-------- Data for this task --------
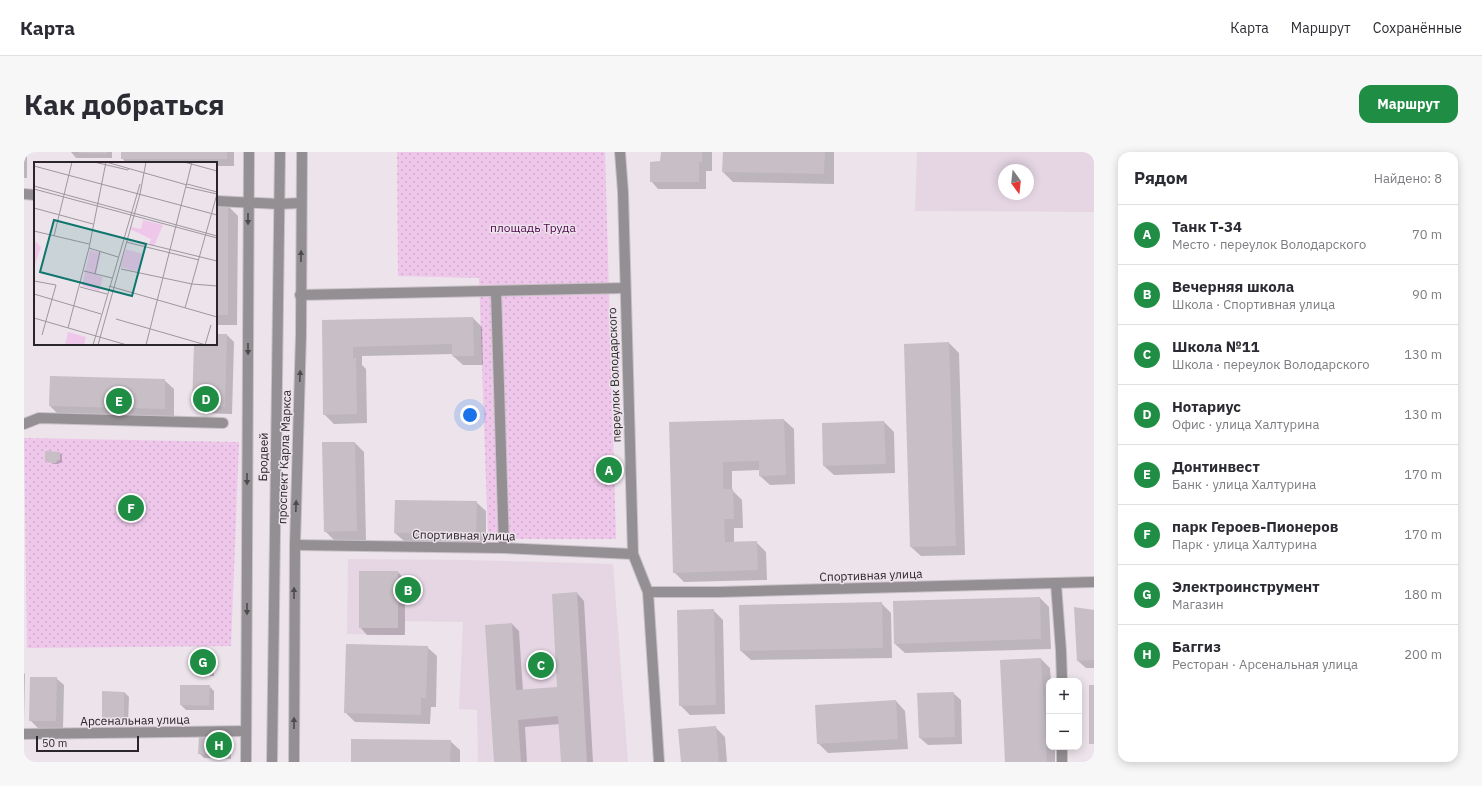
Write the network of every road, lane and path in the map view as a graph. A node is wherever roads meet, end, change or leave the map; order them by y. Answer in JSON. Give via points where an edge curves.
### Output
{"nodes":[{"id":1,"x":249,"y":152,"type":"edge"},
{"id":2,"x":280,"y":152,"type":"edge"},
{"id":3,"x":302,"y":152,"type":"edge"},
{"id":4,"x":620,"y":152,"type":"edge"},
{"id":5,"x":24,"y":194,"type":"edge"},
{"id":6,"x":34,"y":195,"type":"edge"},
{"id":7,"x":217,"y":201,"type":"edge"},
{"id":8,"x":248,"y":203,"type":"junction"},
{"id":9,"x":302,"y":203,"type":"junction"},
{"id":10,"x":279,"y":204,"type":"junction"},
{"id":11,"x":625,"y":288,"type":"junction"},
{"id":12,"x":496,"y":291,"type":"junction"},
{"id":13,"x":300,"y":295,"type":"junction"},
{"id":14,"x":223,"y":423,"type":"dead end"},
{"id":15,"x":24,"y":424,"type":"edge"},
{"id":16,"x":294,"y":545,"type":"junction"},
{"id":17,"x":504,"y":548,"type":"junction"},
{"id":18,"x":633,"y":554,"type":"junction"},
{"id":19,"x":1094,"y":582,"type":"edge"},
{"id":20,"x":1056,"y":584,"type":"junction"},
{"id":21,"x":648,"y":592,"type":"junction"},
{"id":22,"x":1062,"y":678,"type":"edge"},
{"id":23,"x":246,"y":731,"type":"junction"},
{"id":24,"x":24,"y":734,"type":"edge"},
{"id":25,"x":1062,"y":750,"type":"edge"},
{"id":26,"x":246,"y":762,"type":"edge"},
{"id":27,"x":272,"y":762,"type":"edge"},
{"id":28,"x":294,"y":762,"type":"edge"},
{"id":29,"x":658,"y":762,"type":"edge"},
{"id":30,"x":1062,"y":762,"type":"edge"}],
"edges":[{"from":1,"to":8,"type":"street"},
{"from":2,"to":10,"type":"street","name":"Бродвей"},
{"from":3,"to":9,"type":"street","name":"проспект Карла Маркса"},
{"from":4,"to":11,"type":"street","name":"переулок Володарского"},
{"from":5,"to":6,"type":"street"},
{"from":7,"to":8,"type":"street"},
{"from":8,"to":10,"type":"street"},
{"from":8,"to":23,"type":"street","one_way":true},
{"from":9,"to":10,"type":"street"},
{"from":13,"to":9,"type":"street","name":"проспект Карла Маркса","one_way":true},
{"from":10,"to":27,"type":"street","name":"Бродвей"},
{"from":11,"to":12,"type":"street"},
{"from":11,"to":18,"type":"street","name":"переулок Володарского"},
{"from":12,"to":13,"type":"street"},
{"from":12,"to":17,"type":"street"},
{"from":16,"to":13,"type":"street","name":"проспект Карла Маркса","one_way":true},
{"from":14,"to":15,"type":"street","via":[[39,418]]},
{"from":16,"to":17,"type":"street","name":"Спортивная улица"},
{"from":28,"to":16,"type":"street","name":"проспект Карла Маркса","one_way":true},
{"from":17,"to":18,"type":"street","name":"Спортивная улица"},
{"from":18,"to":21,"type":"street","name":"переулок Володарского"},
{"from":19,"to":20,"type":"street","name":"Спортивная улица"},
{"from":20,"to":21,"type":"street","name":"Спортивная улица"},
{"from":20,"to":22,"type":"street"},
{"from":21,"to":29,"type":"street","name":"переулок Володарского"},
{"from":23,"to":24,"type":"street","name":"Арсенальная улица"},
{"from":23,"to":26,"type":"street"},
{"from":25,"to":30,"type":"street"}]}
--------
Leaving every picture out, output the data exactly as it stands.

* [Solution]:
Write the network of every road, lane and path in the map view as a graph. A node is wherever roads meet, end, change or leave the map; order them by y. Answer in JSON. Give via points where an edge curves.
### Output
{"nodes":[{"id":1,"x":249,"y":152,"type":"edge"},
{"id":2,"x":280,"y":152,"type":"edge"},
{"id":3,"x":302,"y":152,"type":"edge"},
{"id":4,"x":620,"y":152,"type":"edge"},
{"id":5,"x":24,"y":194,"type":"edge"},
{"id":6,"x":34,"y":195,"type":"edge"},
{"id":7,"x":217,"y":201,"type":"edge"},
{"id":8,"x":248,"y":203,"type":"junction"},
{"id":9,"x":302,"y":203,"type":"junction"},
{"id":10,"x":279,"y":204,"type":"junction"},
{"id":11,"x":625,"y":288,"type":"junction"},
{"id":12,"x":496,"y":291,"type":"junction"},
{"id":13,"x":300,"y":295,"type":"junction"},
{"id":14,"x":223,"y":423,"type":"dead end"},
{"id":15,"x":24,"y":424,"type":"edge"},
{"id":16,"x":294,"y":545,"type":"junction"},
{"id":17,"x":504,"y":548,"type":"junction"},
{"id":18,"x":633,"y":554,"type":"junction"},
{"id":19,"x":1094,"y":582,"type":"edge"},
{"id":20,"x":1056,"y":584,"type":"junction"},
{"id":21,"x":648,"y":592,"type":"junction"},
{"id":22,"x":1062,"y":678,"type":"edge"},
{"id":23,"x":246,"y":731,"type":"junction"},
{"id":24,"x":24,"y":734,"type":"edge"},
{"id":25,"x":1062,"y":750,"type":"edge"},
{"id":26,"x":246,"y":762,"type":"edge"},
{"id":27,"x":272,"y":762,"type":"edge"},
{"id":28,"x":294,"y":762,"type":"edge"},
{"id":29,"x":658,"y":762,"type":"edge"},
{"id":30,"x":1062,"y":762,"type":"edge"}],
"edges":[{"from":1,"to":8,"type":"street"},
{"from":2,"to":10,"type":"street","name":"Бродвей"},
{"from":3,"to":9,"type":"street","name":"проспект Карла Маркса"},
{"from":4,"to":11,"type":"street","name":"переулок Володарского"},
{"from":5,"to":6,"type":"street"},
{"from":7,"to":8,"type":"street"},
{"from":8,"to":10,"type":"street"},
{"from":8,"to":23,"type":"street","one_way":true},
{"from":9,"to":10,"type":"street"},
{"from":13,"to":9,"type":"street","name":"проспект Карла Маркса","one_way":true},
{"from":10,"to":27,"type":"street","name":"Бродвей"},
{"from":11,"to":12,"type":"street"},
{"from":11,"to":18,"type":"street","name":"переулок Володарского"},
{"from":12,"to":13,"type":"street"},
{"from":12,"to":17,"type":"street"},
{"from":16,"to":13,"type":"street","name":"проспект Карла Маркса","one_way":true},
{"from":14,"to":15,"type":"street","via":[[39,418]]},
{"from":16,"to":17,"type":"street","name":"Спортивная улица"},
{"from":28,"to":16,"type":"street","name":"проспект Карла Маркса","one_way":true},
{"from":17,"to":18,"type":"street","name":"Спортивная улица"},
{"from":18,"to":21,"type":"street","name":"переулок Володарского"},
{"from":19,"to":20,"type":"street","name":"Спортивная улица"},
{"from":20,"to":21,"type":"street","name":"Спортивная улица"},
{"from":20,"to":22,"type":"street"},
{"from":21,"to":29,"type":"street","name":"переулок Володарского"},
{"from":23,"to":24,"type":"street","name":"Арсенальная улица"},
{"from":23,"to":26,"type":"street"},
{"from":25,"to":30,"type":"street"}]}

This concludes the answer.